===== Provided data =====
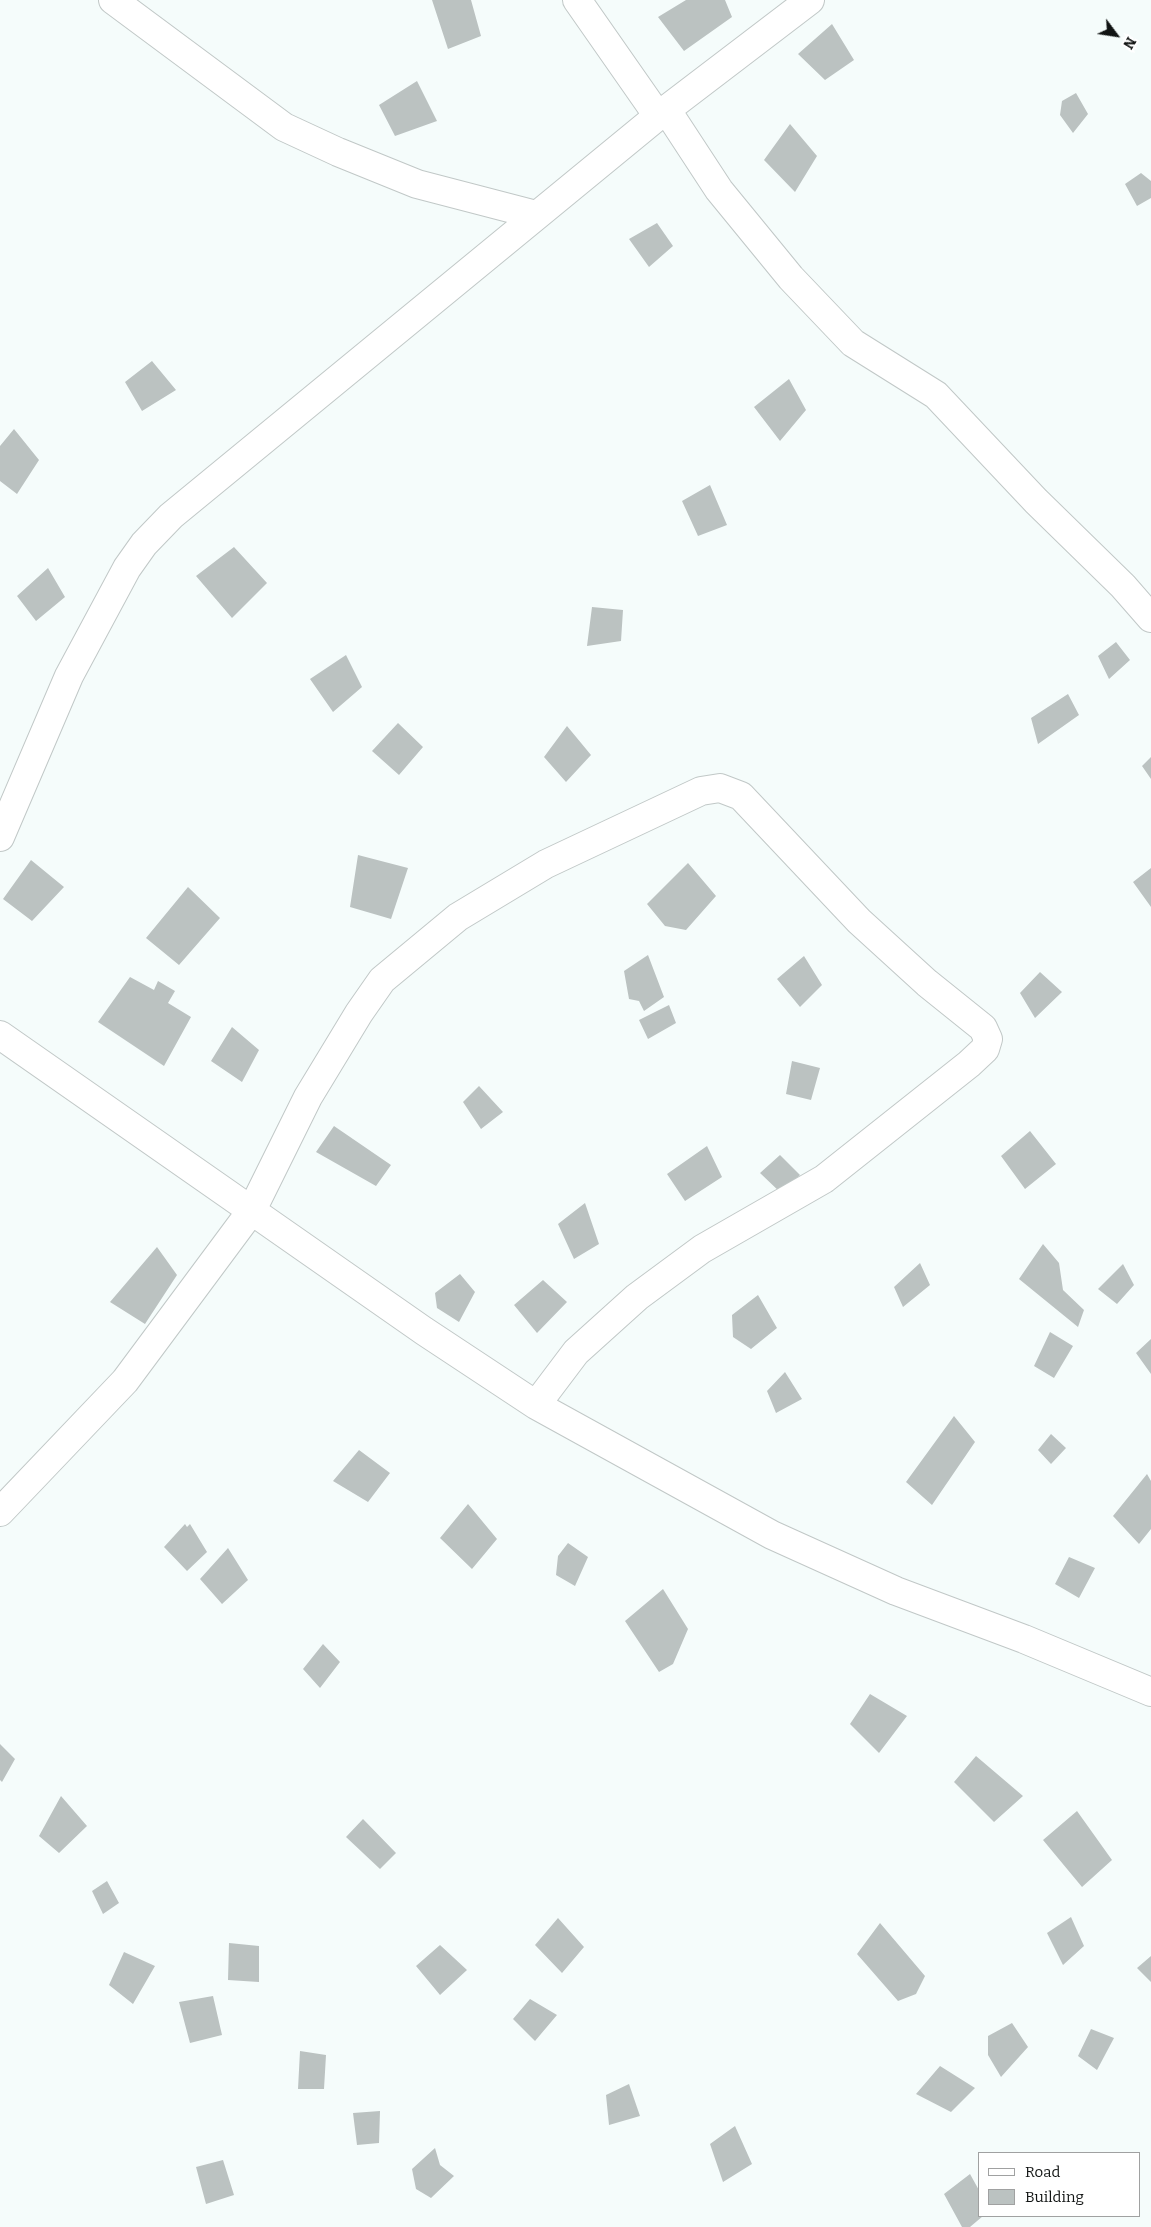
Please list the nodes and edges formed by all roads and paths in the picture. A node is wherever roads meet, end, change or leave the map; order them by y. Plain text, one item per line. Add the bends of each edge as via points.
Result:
1 (113, 0) edge
2 (577, 0) edge
3 (810, 0) edge
4 (662, 112) junction
5 (536, 215) junction
6 (1151, 618) edge
7 (0, 837) edge
8 (0, 1035) edge
9 (252, 1210) junction
10 (536, 1405) junction
11 (0, 1512) edge
12 (1151, 1692) edge

1 - 5 street via 284,127 417,184
2 - 4 street
3 - 4 street
4 - 5 street
4 - 6 street via 719,190 791,278 853,343 936,395
5 - 7 street via 171,516 144,544 127,568 69,676
8 - 9 street
9 - 10 street
9 - 10 street via 308,1097 359,1013 382,980 415,951 458,917 554,860 701,791 720,788 741,796 859,921 927,983 983,1028 988,1039 985,1049 824,1179 702,1250 637,1297 576,1352
9 - 11 street via 125,1381
10 - 12 street via 772,1534 896,1591 1024,1639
=====
* Assignment: Could you repeat every entry above exactly, with each picture omitted?

* Reply:
Please list the nodes and edges formed by all roads and paths in the picture. A node is wherever roads meet, end, change or leave the map; order them by y. Plain text, one item per line. Add the bends of each edge as via points.
Result:
1 (113, 0) edge
2 (577, 0) edge
3 (810, 0) edge
4 (662, 112) junction
5 (536, 215) junction
6 (1151, 618) edge
7 (0, 837) edge
8 (0, 1035) edge
9 (252, 1210) junction
10 (536, 1405) junction
11 (0, 1512) edge
12 (1151, 1692) edge

1 - 5 street via 284,127 417,184
2 - 4 street
3 - 4 street
4 - 5 street
4 - 6 street via 719,190 791,278 853,343 936,395
5 - 7 street via 171,516 144,544 127,568 69,676
8 - 9 street
9 - 10 street
9 - 10 street via 308,1097 359,1013 382,980 415,951 458,917 554,860 701,791 720,788 741,796 859,921 927,983 983,1028 988,1039 985,1049 824,1179 702,1250 637,1297 576,1352
9 - 11 street via 125,1381
10 - 12 street via 772,1534 896,1591 1024,1639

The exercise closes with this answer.